● What the task requires:
For each record, copy the text exactly and omit any picture it holds.

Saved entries
☆ ☆ ☆ ☆ ☆
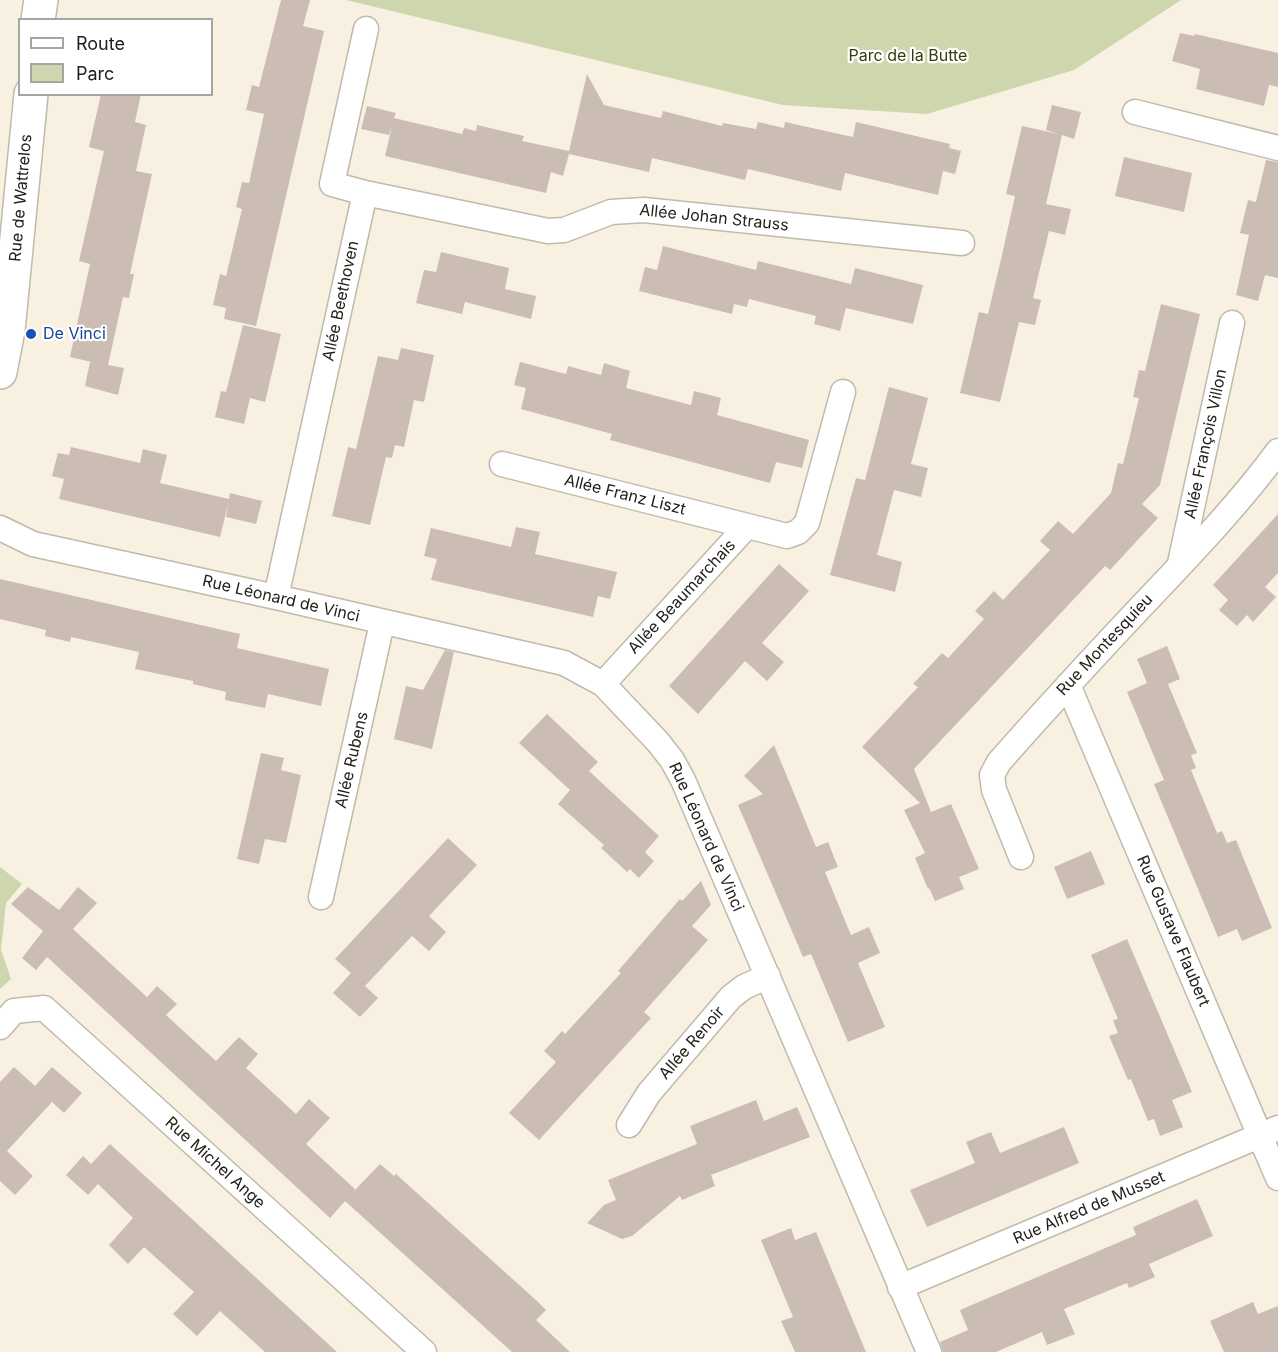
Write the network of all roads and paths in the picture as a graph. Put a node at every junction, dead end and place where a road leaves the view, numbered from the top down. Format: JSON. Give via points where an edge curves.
{"nodes":[{"id":1,"x":41,"y":0,"type":"edge"},
{"id":2,"x":38,"y":18,"type":"edge"},
{"id":3,"x":366,"y":30,"type":"dead end"},
{"id":4,"x":31,"y":96,"type":"edge"},
{"id":5,"x":1135,"y":112,"type":"dead end"},
{"id":6,"x":1278,"y":148,"type":"edge"},
{"id":7,"x":365,"y":193,"type":"junction"},
{"id":8,"x":962,"y":243,"type":"dead end"},
{"id":9,"x":1232,"y":323,"type":"dead end"},
{"id":10,"x":0,"y":372,"type":"edge"},
{"id":11,"x":843,"y":392,"type":"dead end"},
{"id":12,"x":1278,"y":451,"type":"edge"},
{"id":13,"x":502,"y":464,"type":"dead end"},
{"id":14,"x":747,"y":526,"type":"junction"},
{"id":15,"x":0,"y":528,"type":"edge"},
{"id":16,"x":1180,"y":566,"type":"junction"},
{"id":17,"x":276,"y":597,"type":"junction"},
{"id":18,"x":382,"y":623,"type":"junction"},
{"id":19,"x":603,"y":684,"type":"junction"},
{"id":20,"x":1068,"y":685,"type":"junction"},
{"id":21,"x":1021,"y":857,"type":"dead end"},
{"id":22,"x":321,"y":897,"type":"dead end"},
{"id":23,"x":768,"y":976,"type":"junction"},
{"id":24,"x":0,"y":1027,"type":"edge"},
{"id":25,"x":629,"y":1125,"type":"dead end"},
{"id":26,"x":1269,"y":1132,"type":"edge"},
{"id":27,"x":1278,"y":1178,"type":"edge"},
{"id":28,"x":900,"y":1287,"type":"junction"},
{"id":29,"x":424,"y":1352,"type":"edge"},
{"id":30,"x":929,"y":1352,"type":"edge"}],
"edges":[{"from":1,"to":2,"type":"street"},
{"from":3,"to":7,"type":"street","via":[[332,184]]},
{"from":4,"to":10,"type":"street","name":"Rue de Wattrelos","via":[[9,320]]},
{"from":5,"to":6,"type":"street"},
{"from":7,"to":8,"type":"street","name":"Allée Johan Strauss","via":[[548,231],[564,230],[611,212],[644,210]]},
{"from":7,"to":17,"type":"street","name":"Allée Beethoven"},
{"from":9,"to":16,"type":"street","name":"Allée François Villon"},
{"from":11,"to":14,"type":"street","name":"Allée Beaumarchais","via":[[807,523],[787,536]]},
{"from":12,"to":16,"type":"street","name":"Rue Montesquieu"},
{"from":13,"to":14,"type":"street","name":"Allée Franz Liszt"},
{"from":14,"to":19,"type":"street","name":"Allée Beaumarchais"},
{"from":15,"to":17,"type":"street","name":"Rue Léonard de Vinci","via":[[33,544]]},
{"from":16,"to":20,"type":"street","name":"Rue Montesquieu"},
{"from":17,"to":18,"type":"street","name":"Rue Léonard de Vinci"},
{"from":18,"to":19,"type":"street","name":"Rue Léonard de Vinci","via":[[564,663]]},
{"from":18,"to":22,"type":"street","name":"Allée Rubens"},
{"from":19,"to":23,"type":"street","name":"Rue Léonard de Vinci","via":[[672,760]]},
{"from":20,"to":21,"type":"street","name":"Rue Montesquieu","via":[[999,762],[992,775],[993,790]]},
{"from":20,"to":26,"type":"street","name":"Rue Gustave Flaubert"},
{"from":23,"to":25,"type":"street","name":"Allée Renoir","via":[[731,997],[649,1093]]},
{"from":23,"to":28,"type":"street","name":"Rue Léonard de Vinci"},
{"from":24,"to":29,"type":"street","name":"Rue Michel Ange","via":[[15,1011],[44,1008]]},
{"from":26,"to":27,"type":"street","name":"Rue Gustave Flaubert"},
{"from":26,"to":28,"type":"street","name":"Rue Alfred de Musset"},
{"from":28,"to":30,"type":"street","name":"Rue Léonard de Vinci"}]}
☆ ☆ ☆ ☆ ☆
● Answer to this task:
Write the network of all roads and paths in the picture as a graph. Put a node at every junction, dead end and place where a road leaves the view, numbered from the top down. Format: JSON. Give via points where an edge curves.
{"nodes":[{"id":1,"x":41,"y":0,"type":"edge"},
{"id":2,"x":38,"y":18,"type":"edge"},
{"id":3,"x":366,"y":30,"type":"dead end"},
{"id":4,"x":31,"y":96,"type":"edge"},
{"id":5,"x":1135,"y":112,"type":"dead end"},
{"id":6,"x":1278,"y":148,"type":"edge"},
{"id":7,"x":365,"y":193,"type":"junction"},
{"id":8,"x":962,"y":243,"type":"dead end"},
{"id":9,"x":1232,"y":323,"type":"dead end"},
{"id":10,"x":0,"y":372,"type":"edge"},
{"id":11,"x":843,"y":392,"type":"dead end"},
{"id":12,"x":1278,"y":451,"type":"edge"},
{"id":13,"x":502,"y":464,"type":"dead end"},
{"id":14,"x":747,"y":526,"type":"junction"},
{"id":15,"x":0,"y":528,"type":"edge"},
{"id":16,"x":1180,"y":566,"type":"junction"},
{"id":17,"x":276,"y":597,"type":"junction"},
{"id":18,"x":382,"y":623,"type":"junction"},
{"id":19,"x":603,"y":684,"type":"junction"},
{"id":20,"x":1068,"y":685,"type":"junction"},
{"id":21,"x":1021,"y":857,"type":"dead end"},
{"id":22,"x":321,"y":897,"type":"dead end"},
{"id":23,"x":768,"y":976,"type":"junction"},
{"id":24,"x":0,"y":1027,"type":"edge"},
{"id":25,"x":629,"y":1125,"type":"dead end"},
{"id":26,"x":1269,"y":1132,"type":"edge"},
{"id":27,"x":1278,"y":1178,"type":"edge"},
{"id":28,"x":900,"y":1287,"type":"junction"},
{"id":29,"x":424,"y":1352,"type":"edge"},
{"id":30,"x":929,"y":1352,"type":"edge"}],
"edges":[{"from":1,"to":2,"type":"street"},
{"from":3,"to":7,"type":"street","via":[[332,184]]},
{"from":4,"to":10,"type":"street","name":"Rue de Wattrelos","via":[[9,320]]},
{"from":5,"to":6,"type":"street"},
{"from":7,"to":8,"type":"street","name":"Allée Johan Strauss","via":[[548,231],[564,230],[611,212],[644,210]]},
{"from":7,"to":17,"type":"street","name":"Allée Beethoven"},
{"from":9,"to":16,"type":"street","name":"Allée François Villon"},
{"from":11,"to":14,"type":"street","name":"Allée Beaumarchais","via":[[807,523],[787,536]]},
{"from":12,"to":16,"type":"street","name":"Rue Montesquieu"},
{"from":13,"to":14,"type":"street","name":"Allée Franz Liszt"},
{"from":14,"to":19,"type":"street","name":"Allée Beaumarchais"},
{"from":15,"to":17,"type":"street","name":"Rue Léonard de Vinci","via":[[33,544]]},
{"from":16,"to":20,"type":"street","name":"Rue Montesquieu"},
{"from":17,"to":18,"type":"street","name":"Rue Léonard de Vinci"},
{"from":18,"to":19,"type":"street","name":"Rue Léonard de Vinci","via":[[564,663]]},
{"from":18,"to":22,"type":"street","name":"Allée Rubens"},
{"from":19,"to":23,"type":"street","name":"Rue Léonard de Vinci","via":[[672,760]]},
{"from":20,"to":21,"type":"street","name":"Rue Montesquieu","via":[[999,762],[992,775],[993,790]]},
{"from":20,"to":26,"type":"street","name":"Rue Gustave Flaubert"},
{"from":23,"to":25,"type":"street","name":"Allée Renoir","via":[[731,997],[649,1093]]},
{"from":23,"to":28,"type":"street","name":"Rue Léonard de Vinci"},
{"from":24,"to":29,"type":"street","name":"Rue Michel Ange","via":[[15,1011],[44,1008]]},
{"from":26,"to":27,"type":"street","name":"Rue Gustave Flaubert"},
{"from":26,"to":28,"type":"street","name":"Rue Alfred de Musset"},
{"from":28,"to":30,"type":"street","name":"Rue Léonard de Vinci"}]}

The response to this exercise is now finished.